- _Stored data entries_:
★ ★ ★ ★ ★ ★ ★
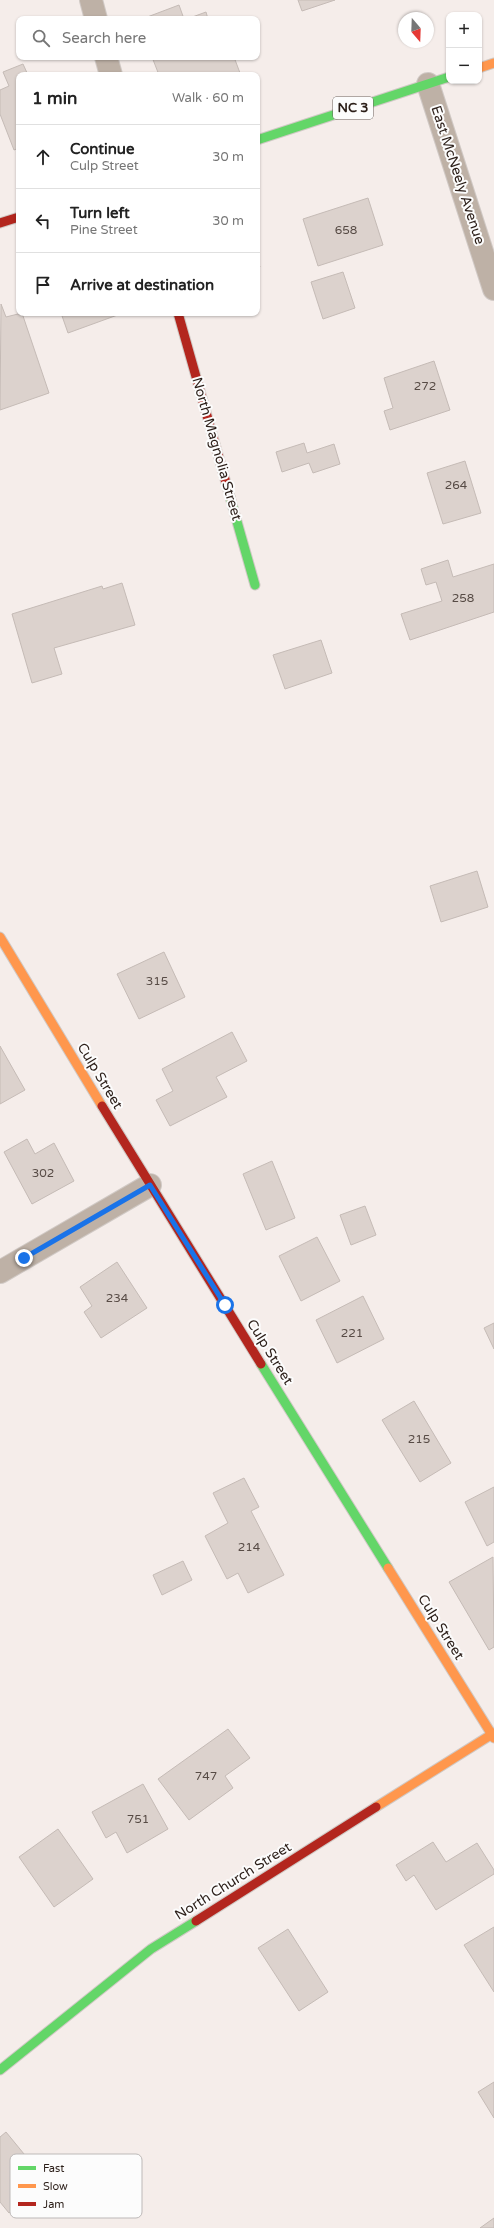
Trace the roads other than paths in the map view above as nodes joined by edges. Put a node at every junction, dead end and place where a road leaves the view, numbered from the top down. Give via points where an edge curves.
1 (91, 0) edge
2 (95, 16) edge
3 (107, 60) edge
4 (494, 63) edge
5 (482, 67) edge
6 (110, 72) edge
7 (446, 78) edge
8 (428, 84) junction
9 (260, 139) edge
10 (16, 218) edge
11 (0, 223) edge
12 (494, 290) edge
13 (179, 316) edge
14 (255, 585) dead end
15 (0, 938) edge
16 (150, 1185) junction
17 (0, 1272) edge
18 (493, 1735) edge
19 (0, 2070) edge

1 - 2 street
3 - 6 street
4 - 5 street
7 - 8 street, NC 3
8 - 9 street, NC 3
8 - 12 street, East McNeely Avenue
10 - 11 street
13 - 14 street, North Magnolia Street
15 - 16 street, Culp Street
16 - 17 street
16 - 18 street, Culp Street
18 - 19 street, North Church Street via 151,1949

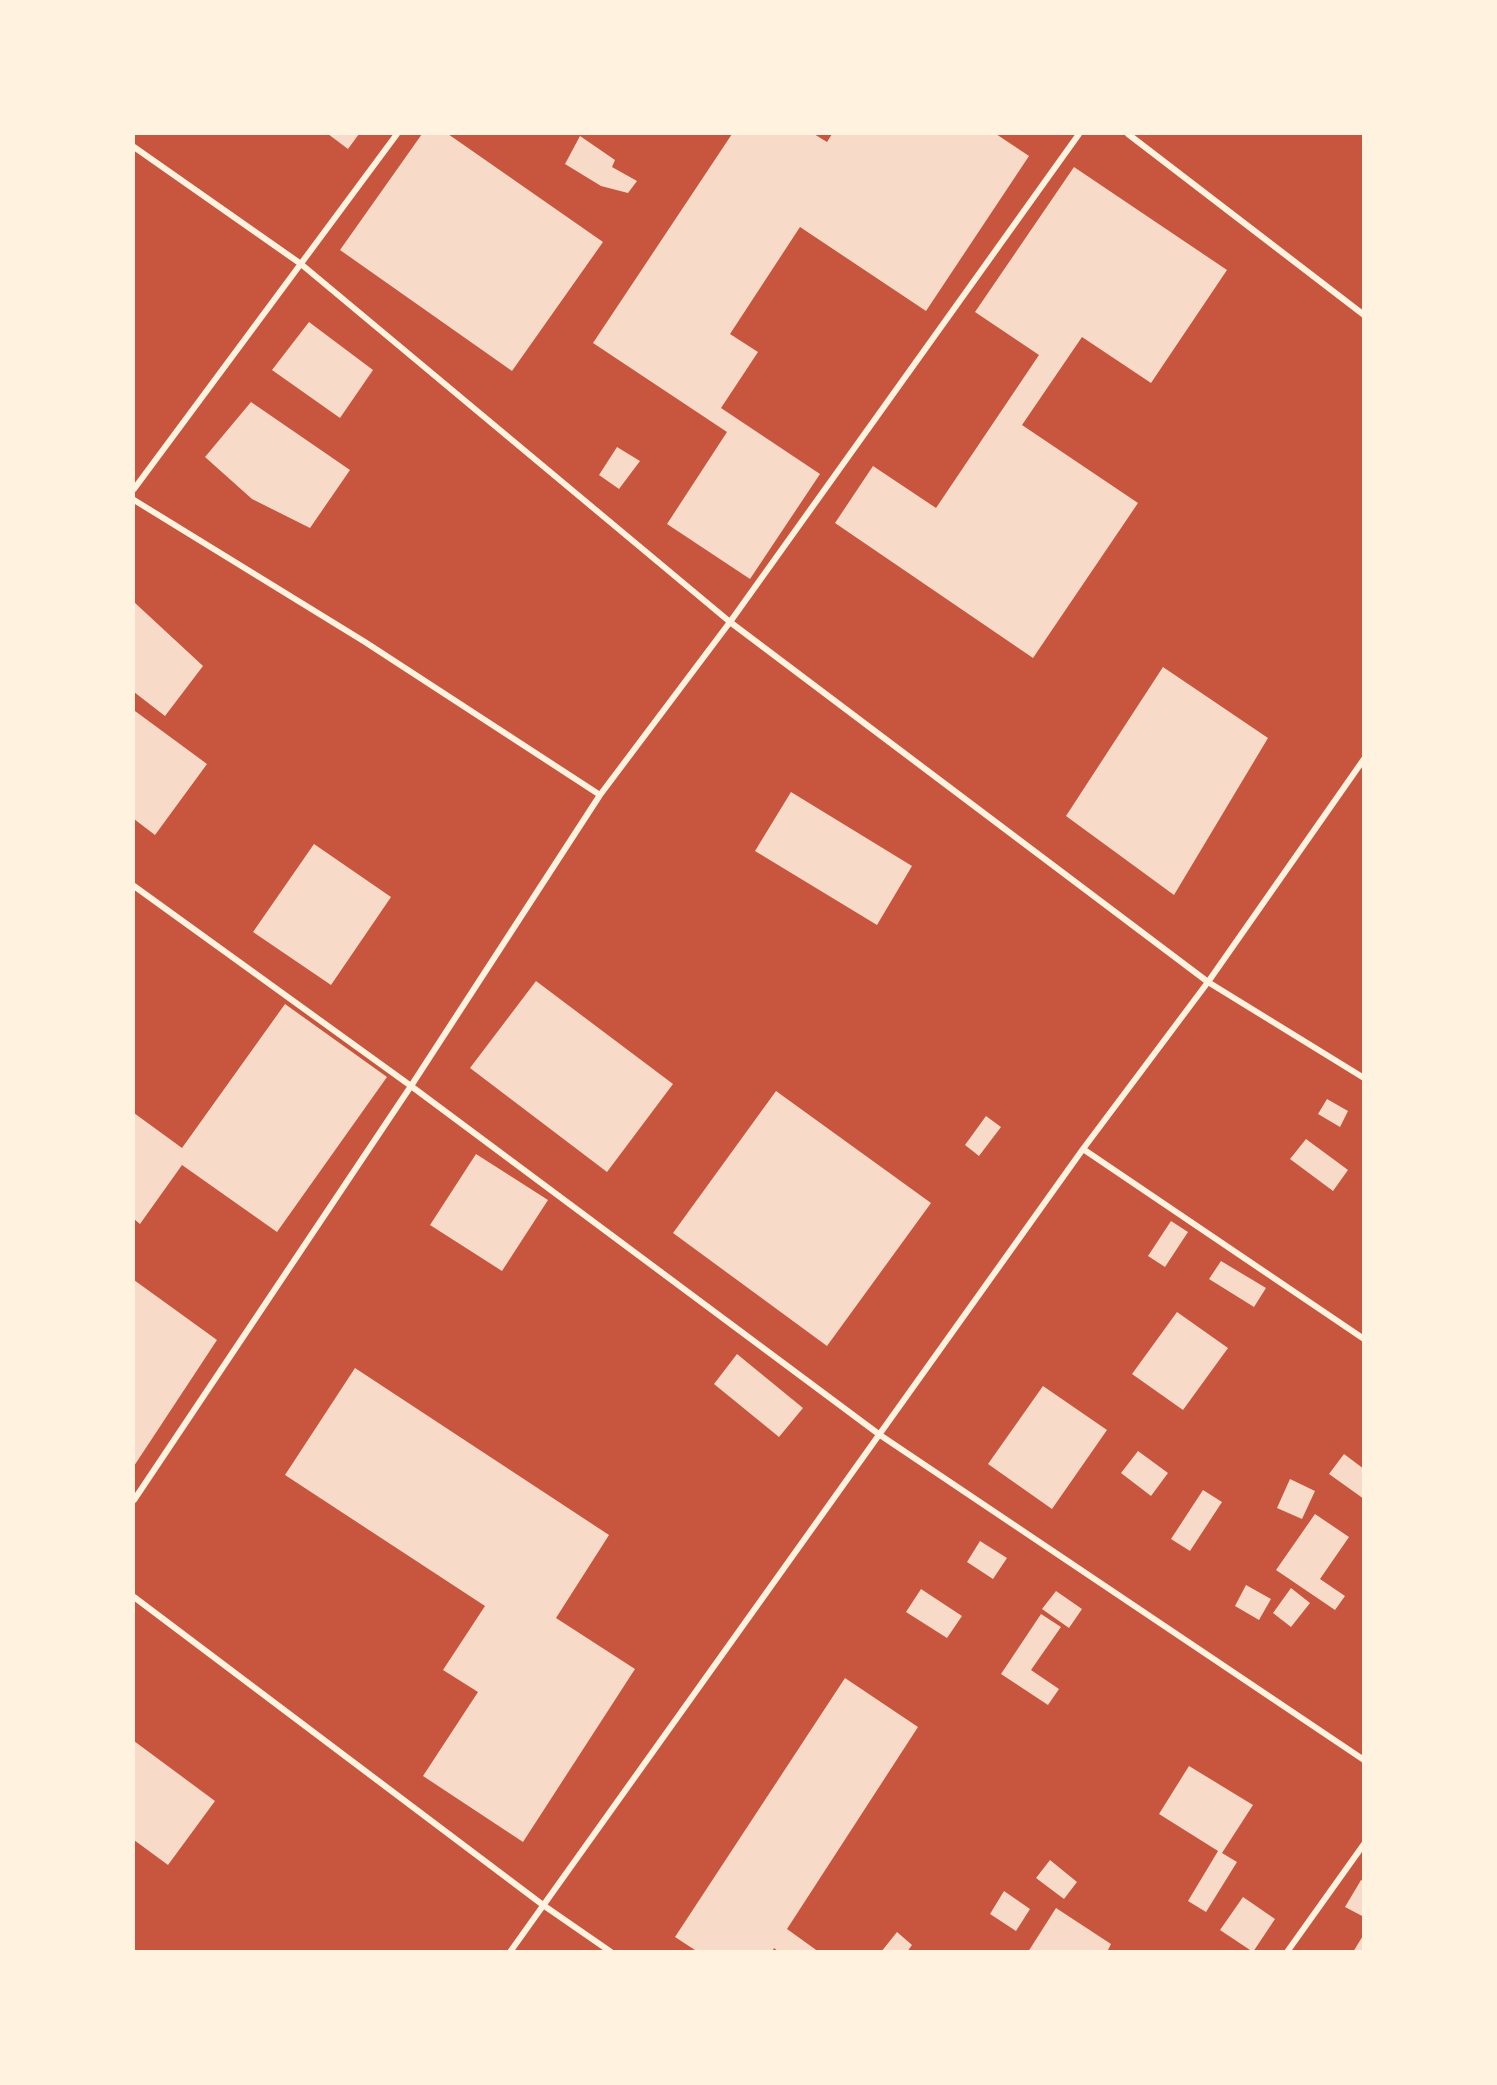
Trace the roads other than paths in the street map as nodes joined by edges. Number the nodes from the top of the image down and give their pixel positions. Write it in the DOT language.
graph roads {
  1 [pos="397,134"];
  2 [pos="1079,134"];
  3 [pos="1128,134"];
  4 [pos="134,147"];
  5 [pos="301,264"];
  6 [pos="1364,315"];
  7 [pos="134,489"];
  8 [pos="134,500"];
  9 [pos="730,622"];
  10 [pos="1364,759"];
  11 [pos="600,795"];
  12 [pos="134,886"];
  13 [pos="1208,982"];
  14 [pos="1364,1078"];
  15 [pos="411,1086"];
  16 [pos="1083,1149"];
  17 [pos="1364,1340"];
  18 [pos="880,1435"];
  19 [pos="134,1500"];
  20 [pos="134,1597"];
  21 [pos="1364,1760"];
  22 [pos="1364,1844"];
  23 [pos="543,1905"];
  24 [pos="510,1952"];
  25 [pos="611,1952"];
  26 [pos="1287,1952"];
  1 -- 5 [label="street"];
  2 -- 9 [label="street"];
  3 -- 6 [label="street"];
  4 -- 5 [label="street"];
  5 -- 7 [label="street"];
  5 -- 9 [label="street"];
  8 -- 11 [label="street"];
  9 -- 11 [label="street"];
  9 -- 13 [label="street"];
  10 -- 13 [label="street"];
  11 -- 15 [label="street"];
  12 -- 15 [label="street"];
  13 -- 14 [label="street"];
  13 -- 16 [label="street"];
  15 -- 18 [label="street"];
  15 -- 19 [label="street"];
  16 -- 17 [label="street"];
  16 -- 18 [label="street"];
  18 -- 21 [label="street"];
  18 -- 23 [label="street"];
  20 -- 23 [label="street"];
  22 -- 26 [label="street"];
  23 -- 24 [label="street"];
  23 -- 25 [label="street"];
}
★ ★ ★ ★ ★ ★ ★
- _PROBLEM TO SOLVE_:
Set down exactly the line with "Trace the roads other than paths in the street" and each line after it up to the end of the records, adding nothing.

- _COMPLETED EXERCISE_:
Trace the roads other than paths in the street map as nodes joined by edges. Number the nodes from the top of the image down and give their pixel positions. Write it in the DOT language.
graph roads {
  1 [pos="397,134"];
  2 [pos="1079,134"];
  3 [pos="1128,134"];
  4 [pos="134,147"];
  5 [pos="301,264"];
  6 [pos="1364,315"];
  7 [pos="134,489"];
  8 [pos="134,500"];
  9 [pos="730,622"];
  10 [pos="1364,759"];
  11 [pos="600,795"];
  12 [pos="134,886"];
  13 [pos="1208,982"];
  14 [pos="1364,1078"];
  15 [pos="411,1086"];
  16 [pos="1083,1149"];
  17 [pos="1364,1340"];
  18 [pos="880,1435"];
  19 [pos="134,1500"];
  20 [pos="134,1597"];
  21 [pos="1364,1760"];
  22 [pos="1364,1844"];
  23 [pos="543,1905"];
  24 [pos="510,1952"];
  25 [pos="611,1952"];
  26 [pos="1287,1952"];
  1 -- 5 [label="street"];
  2 -- 9 [label="street"];
  3 -- 6 [label="street"];
  4 -- 5 [label="street"];
  5 -- 7 [label="street"];
  5 -- 9 [label="street"];
  8 -- 11 [label="street"];
  9 -- 11 [label="street"];
  9 -- 13 [label="street"];
  10 -- 13 [label="street"];
  11 -- 15 [label="street"];
  12 -- 15 [label="street"];
  13 -- 14 [label="street"];
  13 -- 16 [label="street"];
  15 -- 18 [label="street"];
  15 -- 19 [label="street"];
  16 -- 17 [label="street"];
  16 -- 18 [label="street"];
  18 -- 21 [label="street"];
  18 -- 23 [label="street"];
  20 -- 23 [label="street"];
  22 -- 26 [label="street"];
  23 -- 24 [label="street"];
  23 -- 25 [label="street"];
}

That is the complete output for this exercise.